WHAT NEEDS TO BE DONE
Nothing but the exact text of the entries should appear in your answer; pictures stay out.

MATERIAL FOR THIS EXERCISE
+ + +

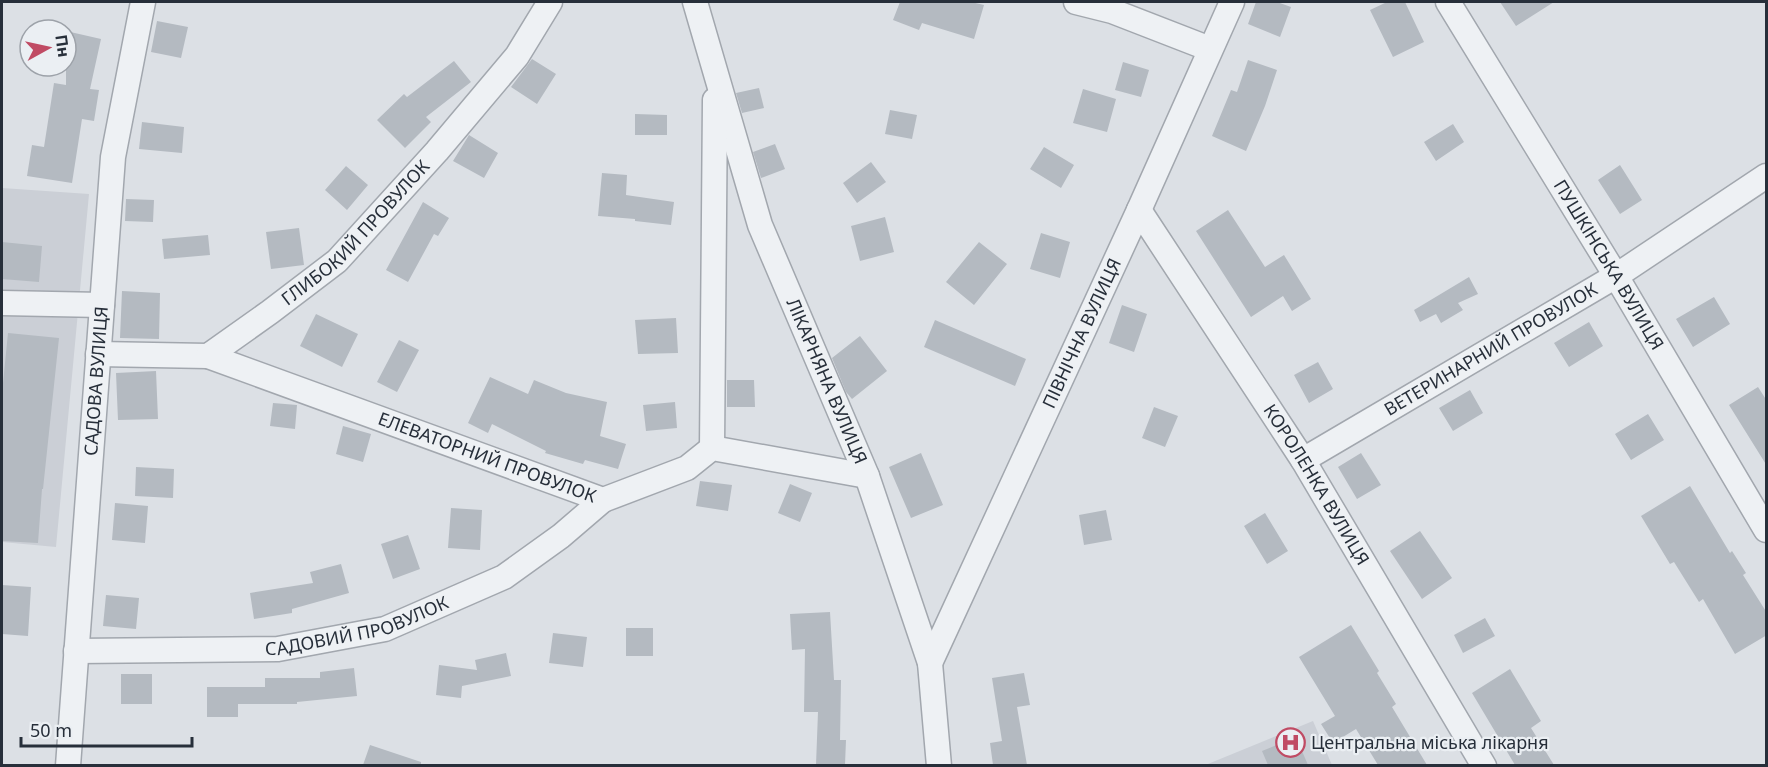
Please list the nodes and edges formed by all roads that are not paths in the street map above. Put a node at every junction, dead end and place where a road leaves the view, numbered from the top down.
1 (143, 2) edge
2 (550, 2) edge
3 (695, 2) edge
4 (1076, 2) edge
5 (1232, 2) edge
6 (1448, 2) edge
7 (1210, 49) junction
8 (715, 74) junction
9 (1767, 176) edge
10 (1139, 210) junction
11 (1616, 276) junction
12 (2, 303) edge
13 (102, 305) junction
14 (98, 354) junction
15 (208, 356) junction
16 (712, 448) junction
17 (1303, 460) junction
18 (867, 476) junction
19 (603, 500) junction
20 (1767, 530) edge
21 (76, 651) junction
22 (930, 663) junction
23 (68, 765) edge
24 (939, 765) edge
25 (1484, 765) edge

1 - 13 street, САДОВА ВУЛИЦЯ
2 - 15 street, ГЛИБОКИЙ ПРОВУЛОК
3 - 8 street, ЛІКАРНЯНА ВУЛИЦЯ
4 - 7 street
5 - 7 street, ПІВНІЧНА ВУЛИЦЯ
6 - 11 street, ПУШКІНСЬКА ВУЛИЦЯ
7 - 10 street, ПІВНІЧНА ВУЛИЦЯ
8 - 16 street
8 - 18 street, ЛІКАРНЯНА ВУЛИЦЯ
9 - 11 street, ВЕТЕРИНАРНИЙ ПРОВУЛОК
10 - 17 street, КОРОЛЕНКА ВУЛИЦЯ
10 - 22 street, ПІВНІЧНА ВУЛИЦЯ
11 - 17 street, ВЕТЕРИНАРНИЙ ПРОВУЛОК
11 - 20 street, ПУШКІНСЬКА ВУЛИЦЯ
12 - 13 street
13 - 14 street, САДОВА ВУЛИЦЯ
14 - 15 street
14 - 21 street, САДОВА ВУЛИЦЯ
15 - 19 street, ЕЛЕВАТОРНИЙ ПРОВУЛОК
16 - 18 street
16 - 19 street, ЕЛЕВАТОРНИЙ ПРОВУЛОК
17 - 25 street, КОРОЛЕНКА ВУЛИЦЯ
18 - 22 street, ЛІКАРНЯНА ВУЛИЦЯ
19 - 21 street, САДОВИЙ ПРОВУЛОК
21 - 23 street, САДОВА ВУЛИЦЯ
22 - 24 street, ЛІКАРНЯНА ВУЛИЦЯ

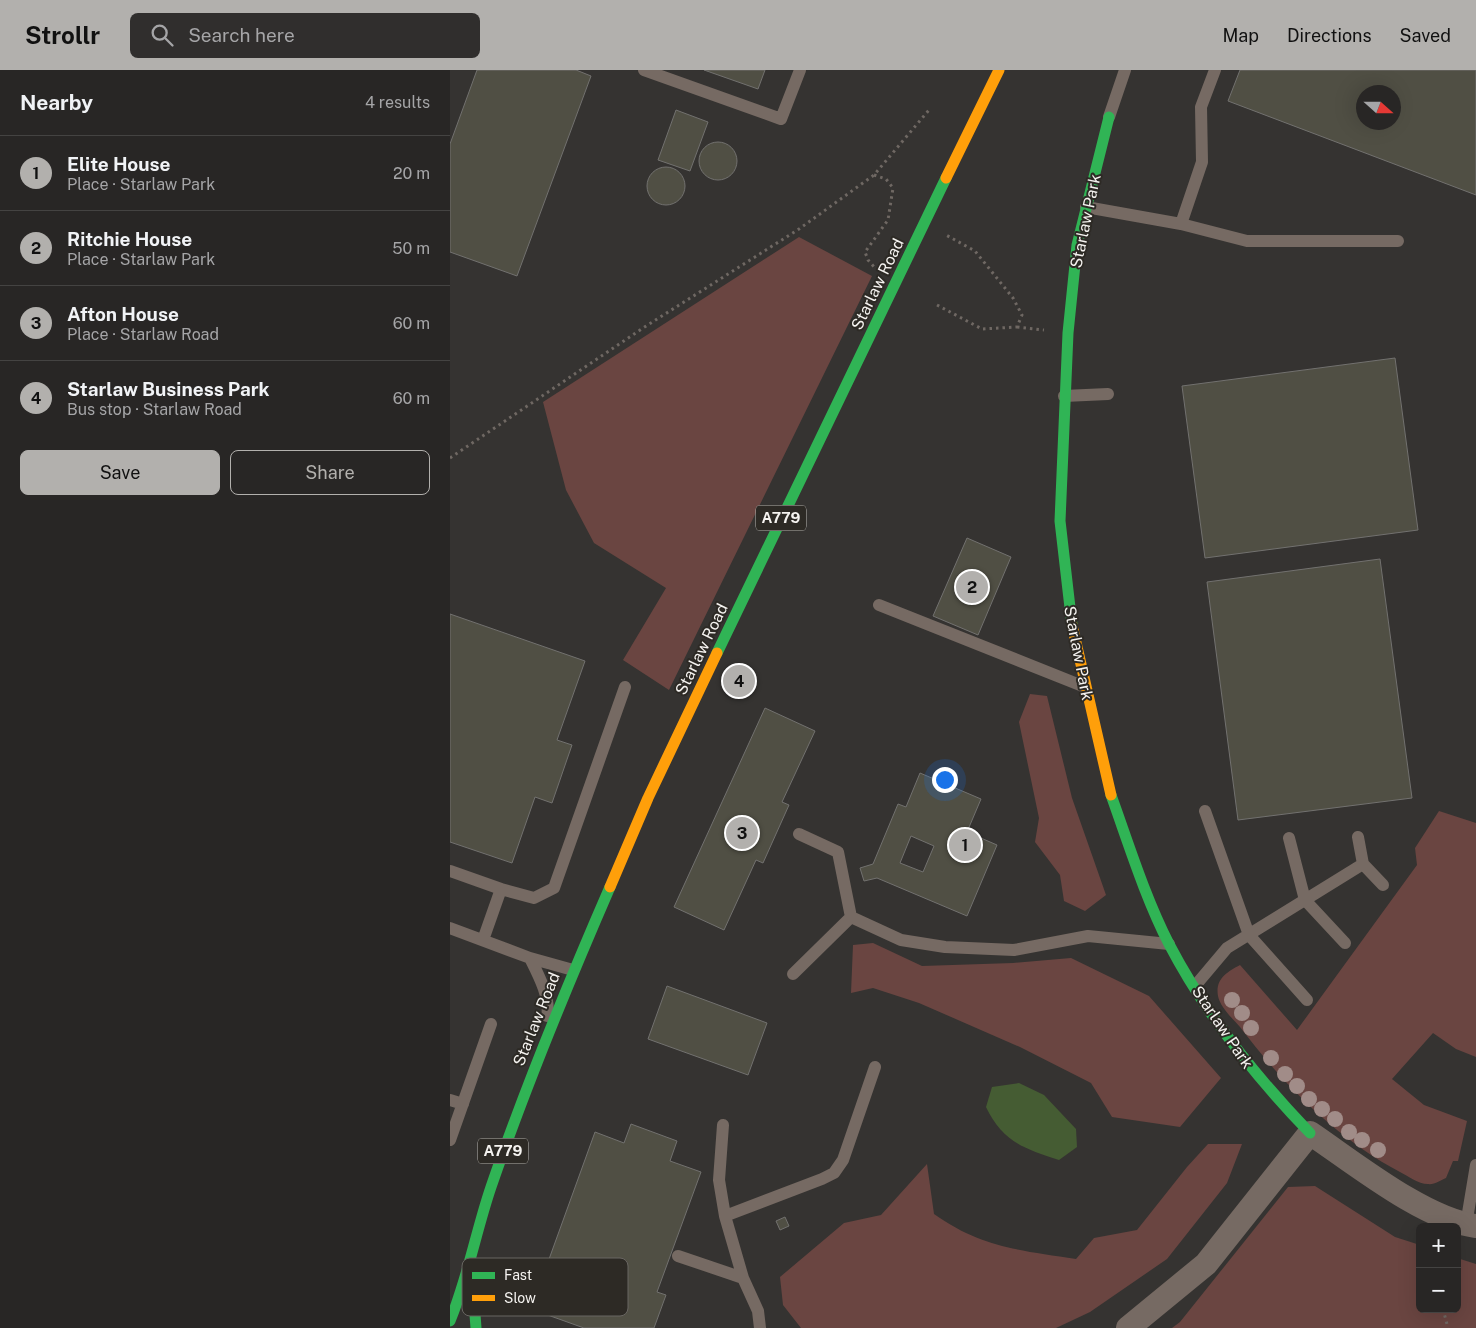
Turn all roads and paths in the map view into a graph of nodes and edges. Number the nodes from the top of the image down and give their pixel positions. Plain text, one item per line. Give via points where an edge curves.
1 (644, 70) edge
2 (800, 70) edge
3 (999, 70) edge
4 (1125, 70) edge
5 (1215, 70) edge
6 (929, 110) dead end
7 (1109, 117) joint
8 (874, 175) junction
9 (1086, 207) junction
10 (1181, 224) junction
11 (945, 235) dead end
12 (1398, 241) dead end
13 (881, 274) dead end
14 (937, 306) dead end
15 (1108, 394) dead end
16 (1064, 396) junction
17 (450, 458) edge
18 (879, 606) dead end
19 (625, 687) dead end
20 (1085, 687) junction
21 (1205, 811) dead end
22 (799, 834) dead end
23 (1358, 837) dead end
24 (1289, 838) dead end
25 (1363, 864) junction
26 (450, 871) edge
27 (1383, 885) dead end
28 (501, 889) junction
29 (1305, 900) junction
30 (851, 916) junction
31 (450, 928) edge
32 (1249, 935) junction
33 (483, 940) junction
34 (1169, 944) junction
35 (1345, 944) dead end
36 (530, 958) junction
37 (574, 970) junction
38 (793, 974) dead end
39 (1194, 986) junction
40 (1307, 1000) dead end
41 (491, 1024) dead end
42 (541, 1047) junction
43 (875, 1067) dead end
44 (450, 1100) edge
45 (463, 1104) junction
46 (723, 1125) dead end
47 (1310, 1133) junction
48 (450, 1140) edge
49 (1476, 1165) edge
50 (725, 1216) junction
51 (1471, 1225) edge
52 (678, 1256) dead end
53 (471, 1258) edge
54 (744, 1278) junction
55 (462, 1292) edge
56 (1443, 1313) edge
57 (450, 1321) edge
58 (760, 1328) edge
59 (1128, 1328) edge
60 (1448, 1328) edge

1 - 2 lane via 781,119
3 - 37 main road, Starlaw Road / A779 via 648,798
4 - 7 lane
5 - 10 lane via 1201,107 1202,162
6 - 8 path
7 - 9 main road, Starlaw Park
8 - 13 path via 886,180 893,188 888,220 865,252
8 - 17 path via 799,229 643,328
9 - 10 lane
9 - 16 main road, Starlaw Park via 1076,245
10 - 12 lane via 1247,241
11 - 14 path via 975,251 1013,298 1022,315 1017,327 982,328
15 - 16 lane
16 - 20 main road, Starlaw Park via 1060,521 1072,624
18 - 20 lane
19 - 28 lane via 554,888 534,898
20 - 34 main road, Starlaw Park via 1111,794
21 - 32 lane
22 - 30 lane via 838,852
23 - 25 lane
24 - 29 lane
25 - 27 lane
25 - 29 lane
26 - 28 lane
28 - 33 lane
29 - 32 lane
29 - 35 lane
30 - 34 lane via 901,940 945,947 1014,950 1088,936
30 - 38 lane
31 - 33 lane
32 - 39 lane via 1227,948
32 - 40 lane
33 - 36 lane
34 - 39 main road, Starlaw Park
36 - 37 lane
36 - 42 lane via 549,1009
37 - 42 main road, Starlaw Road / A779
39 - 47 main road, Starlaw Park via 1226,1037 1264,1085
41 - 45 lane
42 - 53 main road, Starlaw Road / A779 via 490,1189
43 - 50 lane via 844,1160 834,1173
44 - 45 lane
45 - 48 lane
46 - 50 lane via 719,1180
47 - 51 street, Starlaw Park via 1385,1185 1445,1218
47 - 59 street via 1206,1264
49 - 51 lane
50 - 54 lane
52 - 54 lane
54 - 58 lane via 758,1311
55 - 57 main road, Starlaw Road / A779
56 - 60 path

+ + +

RESPONSE
Please list the nodes and edges formed by all roads that are not paths in the street map above. Put a node at every junction, dead end and place where a road leaves the view, numbered from the top down.
1 (143, 2) edge
2 (550, 2) edge
3 (695, 2) edge
4 (1076, 2) edge
5 (1232, 2) edge
6 (1448, 2) edge
7 (1210, 49) junction
8 (715, 74) junction
9 (1767, 176) edge
10 (1139, 210) junction
11 (1616, 276) junction
12 (2, 303) edge
13 (102, 305) junction
14 (98, 354) junction
15 (208, 356) junction
16 (712, 448) junction
17 (1303, 460) junction
18 (867, 476) junction
19 (603, 500) junction
20 (1767, 530) edge
21 (76, 651) junction
22 (930, 663) junction
23 (68, 765) edge
24 (939, 765) edge
25 (1484, 765) edge

1 - 13 street, САДОВА ВУЛИЦЯ
2 - 15 street, ГЛИБОКИЙ ПРОВУЛОК
3 - 8 street, ЛІКАРНЯНА ВУЛИЦЯ
4 - 7 street
5 - 7 street, ПІВНІЧНА ВУЛИЦЯ
6 - 11 street, ПУШКІНСЬКА ВУЛИЦЯ
7 - 10 street, ПІВНІЧНА ВУЛИЦЯ
8 - 16 street
8 - 18 street, ЛІКАРНЯНА ВУЛИЦЯ
9 - 11 street, ВЕТЕРИНАРНИЙ ПРОВУЛОК
10 - 17 street, КОРОЛЕНКА ВУЛИЦЯ
10 - 22 street, ПІВНІЧНА ВУЛИЦЯ
11 - 17 street, ВЕТЕРИНАРНИЙ ПРОВУЛОК
11 - 20 street, ПУШКІНСЬКА ВУЛИЦЯ
12 - 13 street
13 - 14 street, САДОВА ВУЛИЦЯ
14 - 15 street
14 - 21 street, САДОВА ВУЛИЦЯ
15 - 19 street, ЕЛЕВАТОРНИЙ ПРОВУЛОК
16 - 18 street
16 - 19 street, ЕЛЕВАТОРНИЙ ПРОВУЛОК
17 - 25 street, КОРОЛЕНКА ВУЛИЦЯ
18 - 22 street, ЛІКАРНЯНА ВУЛИЦЯ
19 - 21 street, САДОВИЙ ПРОВУЛОК
21 - 23 street, САДОВА ВУЛИЦЯ
22 - 24 street, ЛІКАРНЯНА ВУЛИЦЯ

Turn all roads and paths in the map view into a graph of nodes and edges. Number the nodes from the top of the image down and give their pixel positions. Plain text, one item per line. Give via points where an edge curves.
1 (644, 70) edge
2 (800, 70) edge
3 (999, 70) edge
4 (1125, 70) edge
5 (1215, 70) edge
6 (929, 110) dead end
7 (1109, 117) joint
8 (874, 175) junction
9 (1086, 207) junction
10 (1181, 224) junction
11 (945, 235) dead end
12 (1398, 241) dead end
13 (881, 274) dead end
14 (937, 306) dead end
15 (1108, 394) dead end
16 (1064, 396) junction
17 (450, 458) edge
18 (879, 606) dead end
19 (625, 687) dead end
20 (1085, 687) junction
21 (1205, 811) dead end
22 (799, 834) dead end
23 (1358, 837) dead end
24 (1289, 838) dead end
25 (1363, 864) junction
26 (450, 871) edge
27 (1383, 885) dead end
28 (501, 889) junction
29 (1305, 900) junction
30 (851, 916) junction
31 (450, 928) edge
32 (1249, 935) junction
33 (483, 940) junction
34 (1169, 944) junction
35 (1345, 944) dead end
36 (530, 958) junction
37 (574, 970) junction
38 (793, 974) dead end
39 (1194, 986) junction
40 (1307, 1000) dead end
41 (491, 1024) dead end
42 (541, 1047) junction
43 (875, 1067) dead end
44 (450, 1100) edge
45 (463, 1104) junction
46 (723, 1125) dead end
47 (1310, 1133) junction
48 (450, 1140) edge
49 (1476, 1165) edge
50 (725, 1216) junction
51 (1471, 1225) edge
52 (678, 1256) dead end
53 (471, 1258) edge
54 (744, 1278) junction
55 (462, 1292) edge
56 (1443, 1313) edge
57 (450, 1321) edge
58 (760, 1328) edge
59 (1128, 1328) edge
60 (1448, 1328) edge

1 - 2 lane via 781,119
3 - 37 main road, Starlaw Road / A779 via 648,798
4 - 7 lane
5 - 10 lane via 1201,107 1202,162
6 - 8 path
7 - 9 main road, Starlaw Park
8 - 13 path via 886,180 893,188 888,220 865,252
8 - 17 path via 799,229 643,328
9 - 10 lane
9 - 16 main road, Starlaw Park via 1076,245
10 - 12 lane via 1247,241
11 - 14 path via 975,251 1013,298 1022,315 1017,327 982,328
15 - 16 lane
16 - 20 main road, Starlaw Park via 1060,521 1072,624
18 - 20 lane
19 - 28 lane via 554,888 534,898
20 - 34 main road, Starlaw Park via 1111,794
21 - 32 lane
22 - 30 lane via 838,852
23 - 25 lane
24 - 29 lane
25 - 27 lane
25 - 29 lane
26 - 28 lane
28 - 33 lane
29 - 32 lane
29 - 35 lane
30 - 34 lane via 901,940 945,947 1014,950 1088,936
30 - 38 lane
31 - 33 lane
32 - 39 lane via 1227,948
32 - 40 lane
33 - 36 lane
34 - 39 main road, Starlaw Park
36 - 37 lane
36 - 42 lane via 549,1009
37 - 42 main road, Starlaw Road / A779
39 - 47 main road, Starlaw Park via 1226,1037 1264,1085
41 - 45 lane
42 - 53 main road, Starlaw Road / A779 via 490,1189
43 - 50 lane via 844,1160 834,1173
44 - 45 lane
45 - 48 lane
46 - 50 lane via 719,1180
47 - 51 street, Starlaw Park via 1385,1185 1445,1218
47 - 59 street via 1206,1264
49 - 51 lane
50 - 54 lane
52 - 54 lane
54 - 58 lane via 758,1311
55 - 57 main road, Starlaw Road / A779
56 - 60 path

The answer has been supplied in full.